Biofilm formation is central to the pathology of ICK 1). The causative bacteria are protected within the biofilm, and the minimum inhibitory concentration for topical antimicrobials increases to four times or more than usual 1). Because the biofilm is located deep in the stroma, drug penetration from the surface is insufficient, leading to treatment resistance.
Long-term use of steroid eye drops increases the risk of ICK 3). In addition to local immunosuppression, corticosteroid-induced inhibition of collagen synthesis may also contribute to corneal weakening 3). Steroid eye drops are also commonly cited as a risk factor for fungal keratitis 4).

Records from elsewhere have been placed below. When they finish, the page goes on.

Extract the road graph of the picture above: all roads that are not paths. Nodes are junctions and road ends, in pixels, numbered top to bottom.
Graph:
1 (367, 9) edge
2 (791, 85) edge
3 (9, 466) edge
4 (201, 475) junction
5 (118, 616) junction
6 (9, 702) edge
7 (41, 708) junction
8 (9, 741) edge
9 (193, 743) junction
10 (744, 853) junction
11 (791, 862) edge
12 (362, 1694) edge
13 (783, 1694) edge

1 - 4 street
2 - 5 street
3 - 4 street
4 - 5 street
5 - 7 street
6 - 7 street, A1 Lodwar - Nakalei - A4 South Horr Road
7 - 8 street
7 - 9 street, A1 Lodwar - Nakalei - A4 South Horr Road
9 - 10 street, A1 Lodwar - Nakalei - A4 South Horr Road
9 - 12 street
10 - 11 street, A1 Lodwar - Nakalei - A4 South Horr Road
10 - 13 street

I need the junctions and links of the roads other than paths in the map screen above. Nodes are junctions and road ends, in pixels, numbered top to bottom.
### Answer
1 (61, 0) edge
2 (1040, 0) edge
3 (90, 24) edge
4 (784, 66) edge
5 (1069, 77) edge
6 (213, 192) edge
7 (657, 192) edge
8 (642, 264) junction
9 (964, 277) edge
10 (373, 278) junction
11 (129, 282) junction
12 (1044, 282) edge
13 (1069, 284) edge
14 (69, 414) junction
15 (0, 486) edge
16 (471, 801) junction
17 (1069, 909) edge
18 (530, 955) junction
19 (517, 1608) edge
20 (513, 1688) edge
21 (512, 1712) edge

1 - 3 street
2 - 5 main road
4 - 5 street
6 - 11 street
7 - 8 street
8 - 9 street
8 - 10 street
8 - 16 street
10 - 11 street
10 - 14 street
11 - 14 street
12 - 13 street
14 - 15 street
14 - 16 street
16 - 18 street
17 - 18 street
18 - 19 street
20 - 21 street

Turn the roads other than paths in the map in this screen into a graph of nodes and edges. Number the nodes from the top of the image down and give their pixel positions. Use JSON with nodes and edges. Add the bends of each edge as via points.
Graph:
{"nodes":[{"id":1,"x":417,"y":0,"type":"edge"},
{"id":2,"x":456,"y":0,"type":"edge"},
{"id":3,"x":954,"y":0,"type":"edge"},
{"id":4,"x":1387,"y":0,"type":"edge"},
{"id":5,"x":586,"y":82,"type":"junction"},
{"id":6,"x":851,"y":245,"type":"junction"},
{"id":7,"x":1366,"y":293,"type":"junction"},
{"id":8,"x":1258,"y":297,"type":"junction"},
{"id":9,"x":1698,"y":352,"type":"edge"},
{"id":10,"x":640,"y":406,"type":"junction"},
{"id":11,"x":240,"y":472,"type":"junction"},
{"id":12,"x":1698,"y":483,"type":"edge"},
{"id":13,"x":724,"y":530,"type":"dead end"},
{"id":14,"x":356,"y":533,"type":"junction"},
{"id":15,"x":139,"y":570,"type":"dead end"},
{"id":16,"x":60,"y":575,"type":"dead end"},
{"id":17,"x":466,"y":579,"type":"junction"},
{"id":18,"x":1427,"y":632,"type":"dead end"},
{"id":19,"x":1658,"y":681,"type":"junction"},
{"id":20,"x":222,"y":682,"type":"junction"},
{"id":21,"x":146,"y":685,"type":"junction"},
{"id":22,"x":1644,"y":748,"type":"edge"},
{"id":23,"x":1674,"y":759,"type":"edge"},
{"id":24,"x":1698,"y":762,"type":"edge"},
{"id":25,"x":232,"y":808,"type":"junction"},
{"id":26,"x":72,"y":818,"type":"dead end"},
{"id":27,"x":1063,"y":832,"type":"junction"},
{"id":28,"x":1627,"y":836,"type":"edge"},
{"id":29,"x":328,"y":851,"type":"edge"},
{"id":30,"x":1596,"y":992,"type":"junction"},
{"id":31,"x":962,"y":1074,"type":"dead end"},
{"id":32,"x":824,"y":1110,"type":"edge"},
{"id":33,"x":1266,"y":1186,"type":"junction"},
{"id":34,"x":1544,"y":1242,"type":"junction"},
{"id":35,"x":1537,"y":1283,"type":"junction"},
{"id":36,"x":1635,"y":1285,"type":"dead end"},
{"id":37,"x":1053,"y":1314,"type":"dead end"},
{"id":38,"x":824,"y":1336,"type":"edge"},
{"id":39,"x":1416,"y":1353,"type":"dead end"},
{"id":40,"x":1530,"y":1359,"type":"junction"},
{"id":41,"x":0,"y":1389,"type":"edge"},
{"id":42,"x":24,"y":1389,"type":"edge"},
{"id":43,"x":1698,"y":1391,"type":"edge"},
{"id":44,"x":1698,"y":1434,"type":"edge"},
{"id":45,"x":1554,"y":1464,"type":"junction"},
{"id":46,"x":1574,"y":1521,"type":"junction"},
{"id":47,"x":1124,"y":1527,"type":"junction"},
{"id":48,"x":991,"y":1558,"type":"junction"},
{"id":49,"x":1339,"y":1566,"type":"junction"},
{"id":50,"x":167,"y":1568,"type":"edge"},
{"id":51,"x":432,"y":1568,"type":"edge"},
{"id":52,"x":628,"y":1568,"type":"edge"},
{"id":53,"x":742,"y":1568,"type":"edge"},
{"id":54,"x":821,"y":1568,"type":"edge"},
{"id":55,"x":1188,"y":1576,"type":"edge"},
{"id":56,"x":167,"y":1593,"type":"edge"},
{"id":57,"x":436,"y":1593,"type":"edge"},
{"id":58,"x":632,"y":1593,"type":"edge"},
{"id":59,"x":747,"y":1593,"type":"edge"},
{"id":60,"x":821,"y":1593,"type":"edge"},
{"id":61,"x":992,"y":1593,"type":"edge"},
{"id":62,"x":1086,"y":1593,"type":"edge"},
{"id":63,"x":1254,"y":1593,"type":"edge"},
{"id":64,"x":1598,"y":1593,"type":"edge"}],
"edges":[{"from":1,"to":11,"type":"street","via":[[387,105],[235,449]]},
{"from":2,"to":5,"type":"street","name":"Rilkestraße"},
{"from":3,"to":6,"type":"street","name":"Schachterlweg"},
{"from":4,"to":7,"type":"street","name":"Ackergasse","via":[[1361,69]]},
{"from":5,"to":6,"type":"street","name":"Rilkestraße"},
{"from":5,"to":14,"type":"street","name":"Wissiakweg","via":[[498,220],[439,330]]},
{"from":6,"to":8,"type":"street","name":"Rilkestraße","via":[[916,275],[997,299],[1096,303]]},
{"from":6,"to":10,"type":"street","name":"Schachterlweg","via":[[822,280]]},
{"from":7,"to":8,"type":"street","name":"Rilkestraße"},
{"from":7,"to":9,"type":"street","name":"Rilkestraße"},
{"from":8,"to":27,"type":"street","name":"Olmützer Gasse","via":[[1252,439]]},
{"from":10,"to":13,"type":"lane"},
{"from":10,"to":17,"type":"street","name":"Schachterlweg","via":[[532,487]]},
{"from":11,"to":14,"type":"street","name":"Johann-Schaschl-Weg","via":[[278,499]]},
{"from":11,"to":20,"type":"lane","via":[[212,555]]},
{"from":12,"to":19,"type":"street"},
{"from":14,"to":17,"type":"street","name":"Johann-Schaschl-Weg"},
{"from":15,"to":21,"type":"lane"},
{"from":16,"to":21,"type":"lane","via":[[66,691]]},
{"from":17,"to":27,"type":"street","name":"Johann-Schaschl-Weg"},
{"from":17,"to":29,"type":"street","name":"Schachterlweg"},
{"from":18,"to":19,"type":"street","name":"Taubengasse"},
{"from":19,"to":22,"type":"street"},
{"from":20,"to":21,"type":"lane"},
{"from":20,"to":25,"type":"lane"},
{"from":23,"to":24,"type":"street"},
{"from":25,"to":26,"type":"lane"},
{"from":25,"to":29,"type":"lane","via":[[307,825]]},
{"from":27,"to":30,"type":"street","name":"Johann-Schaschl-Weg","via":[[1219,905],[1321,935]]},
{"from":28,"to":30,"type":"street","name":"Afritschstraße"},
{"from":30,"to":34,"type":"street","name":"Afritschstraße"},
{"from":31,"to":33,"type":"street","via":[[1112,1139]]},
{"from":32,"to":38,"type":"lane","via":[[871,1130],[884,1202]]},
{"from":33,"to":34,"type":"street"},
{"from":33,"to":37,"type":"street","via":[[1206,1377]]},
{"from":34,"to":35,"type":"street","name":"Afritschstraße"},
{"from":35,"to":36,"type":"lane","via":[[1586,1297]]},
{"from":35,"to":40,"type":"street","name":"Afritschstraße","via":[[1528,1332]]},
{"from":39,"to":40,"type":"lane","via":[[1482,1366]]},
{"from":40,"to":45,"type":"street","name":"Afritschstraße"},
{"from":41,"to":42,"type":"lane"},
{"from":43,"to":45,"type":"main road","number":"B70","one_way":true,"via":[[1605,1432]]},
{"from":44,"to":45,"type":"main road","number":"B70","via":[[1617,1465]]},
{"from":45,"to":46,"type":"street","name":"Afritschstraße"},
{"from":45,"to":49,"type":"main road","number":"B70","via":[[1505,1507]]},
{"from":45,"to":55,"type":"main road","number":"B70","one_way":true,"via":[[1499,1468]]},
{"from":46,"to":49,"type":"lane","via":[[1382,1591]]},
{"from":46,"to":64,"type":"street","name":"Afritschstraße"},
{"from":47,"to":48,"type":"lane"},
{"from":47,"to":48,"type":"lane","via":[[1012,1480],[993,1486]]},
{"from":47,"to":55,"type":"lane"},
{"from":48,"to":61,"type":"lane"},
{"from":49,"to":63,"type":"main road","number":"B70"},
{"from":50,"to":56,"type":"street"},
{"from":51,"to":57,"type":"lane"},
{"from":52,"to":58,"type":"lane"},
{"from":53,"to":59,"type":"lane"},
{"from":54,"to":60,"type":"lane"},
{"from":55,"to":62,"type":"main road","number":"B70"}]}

Many patients who develop ICK are receiving steroid eye drops after corneal transplantation or systemic immunosuppressive therapy. This immunosuppression suppresses inflammatory cell infiltration and the inflammatory response. Additionally, the biofilm inhibits immune cell access. As a result, the purulent changes and edema seen in typical infectious keratitis do not occur, and characteristic crystalline opacities form.
Intrastromal antimicrobial injection is gaining attention as a new treatment strategy for ICK 1). Compared to topical eye drops, it can deliver high concentrations of drugs directly to deep pathogens covered by biofilm 1). However, guidelines for drug selection, concentration, and injection volume have not been established, and future clinical trials are needed 1).
Paraproteinemic keratopathy can initially present as unilateral, subepithelial crystalline deposits similar to IKC. In crystalline keratopathy without a history of immunosuppression, progression to bilateral involvement should be monitored, and screening for M protein via blood tests is recommended. 2)
AS-OCT evaluation of the depth and distribution of corneal deposits has been reported to be useful in differential diagnosis 2). In differentiating IKC from non-infectious crystalline keratopathy (such as paraproteinemic keratopathy), establishing a systematic approach combining clinical findings, AS-OCT, and blood tests is a future challenge 2).
In the microbiological diagnosis of infectious keratitis, rapid identification by PCR of corneal scrapings is becoming practical 4). In conditions like IKC where culture-negative cases are common, the introduction of molecular biological methods may contribute to improved diagnostic accuracy.